Tying the input/output to standard input/output (to use Unix terminology)
does not really constrain implementations in the face of multiple requests
per connection. (That depends on your definition of that expression. I
mean multiple consecutive requests, a la Keep-alive.) My implementation
of Keep-alive does the following with a CGI: if the protocol is HTTP/1.1
[sic], I assume the client understands Transfer-Encoding: chunked. The
server reads the CGI's output and chunks it. Chunking allows the server
to tell the client where the end of data is (instead of closing the
connection to do so).
What's nice about this is that the CGI does not require any special
coding to support Keep-alive. (Obviously NPH CGI's are a different
matter.)
>
> > >8) You've made a quiet change to the behavior of parsed headers -
> > >requiring that the CGI headers appear before the HTTP headers.

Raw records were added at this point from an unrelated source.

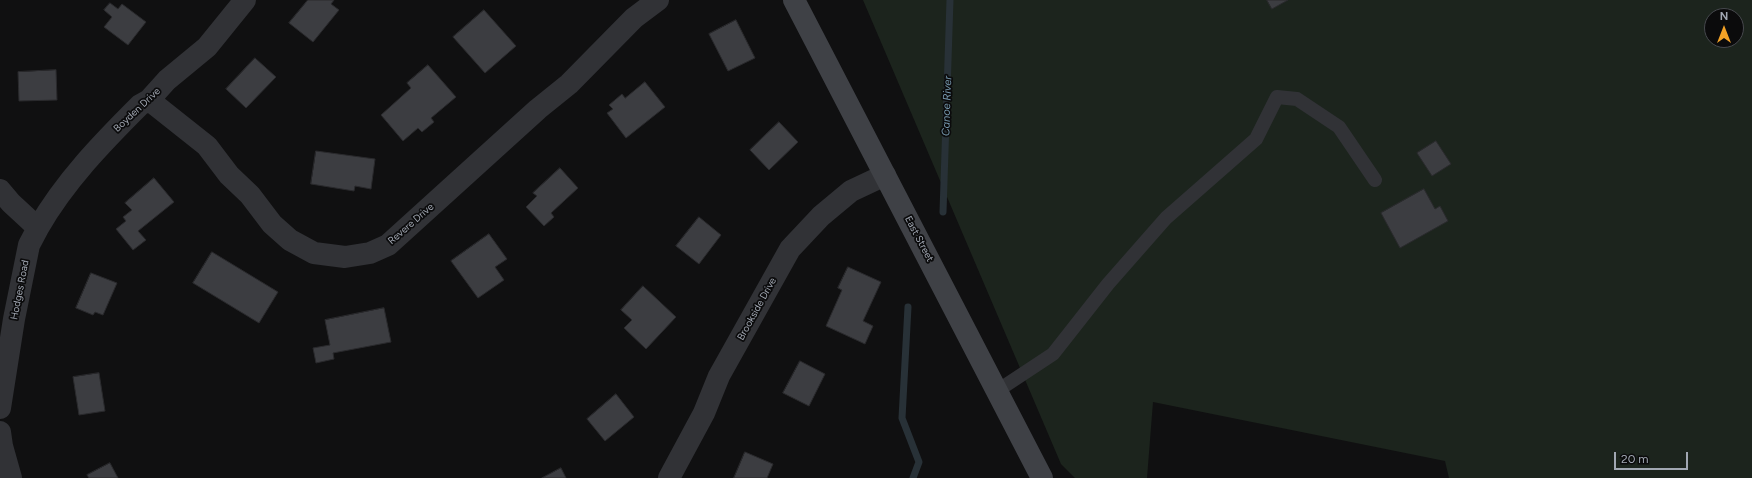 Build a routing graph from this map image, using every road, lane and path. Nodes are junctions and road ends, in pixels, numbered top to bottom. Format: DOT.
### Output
graph roads {
  1 [pos="245,0"];
  2 [pos="658,0"];
  3 [pos="794,0"];
  4 [pos="149,100"];
  5 [pos="885,174"];
  6 [pos="1375,180"];
  7 [pos="0,190"];
  8 [pos="38,228"];
  9 [pos="997,391"];
  10 [pos="0,408"];
  11 [pos="0,432"];
  12 [pos="11,478"];
  13 [pos="669,478"];
  14 [pos="1042,478"];
  1 -- 4 [label="street, Boyden Drive"];
  2 -- 4 [label="street, Revere Drive"];
  3 -- 5 [label="street, East Street"];
  4 -- 8 [label="street, Boyden Drive"];
  5 -- 9 [label="street, East Street"];
  5 -- 13 [label="street, Brookside Drive"];
  6 -- 9 [label="lane"];
  7 -- 8 [label="street"];
  8 -- 10 [label="street, Hodges Road"];
  9 -- 14 [label="street, East Street"];
  11 -- 12 [label="street"];
}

A good
> > >idea, but this should be noted.
> > Not intentional; I'll correct this. Thanks.
>
> There's a problem with this version. The server can't send any data
> until the Status: header has been seen. This means the server has to
> save the potentially unlimited set of HTTP headers until the status
> header is seen. In practice, there's going to be a limit. Requiring
> the CGI headers to be first solved this problem. A comment that
> nscripts should send the status header first might be appropriate, or
> a warning about abusing the ability to not send it first.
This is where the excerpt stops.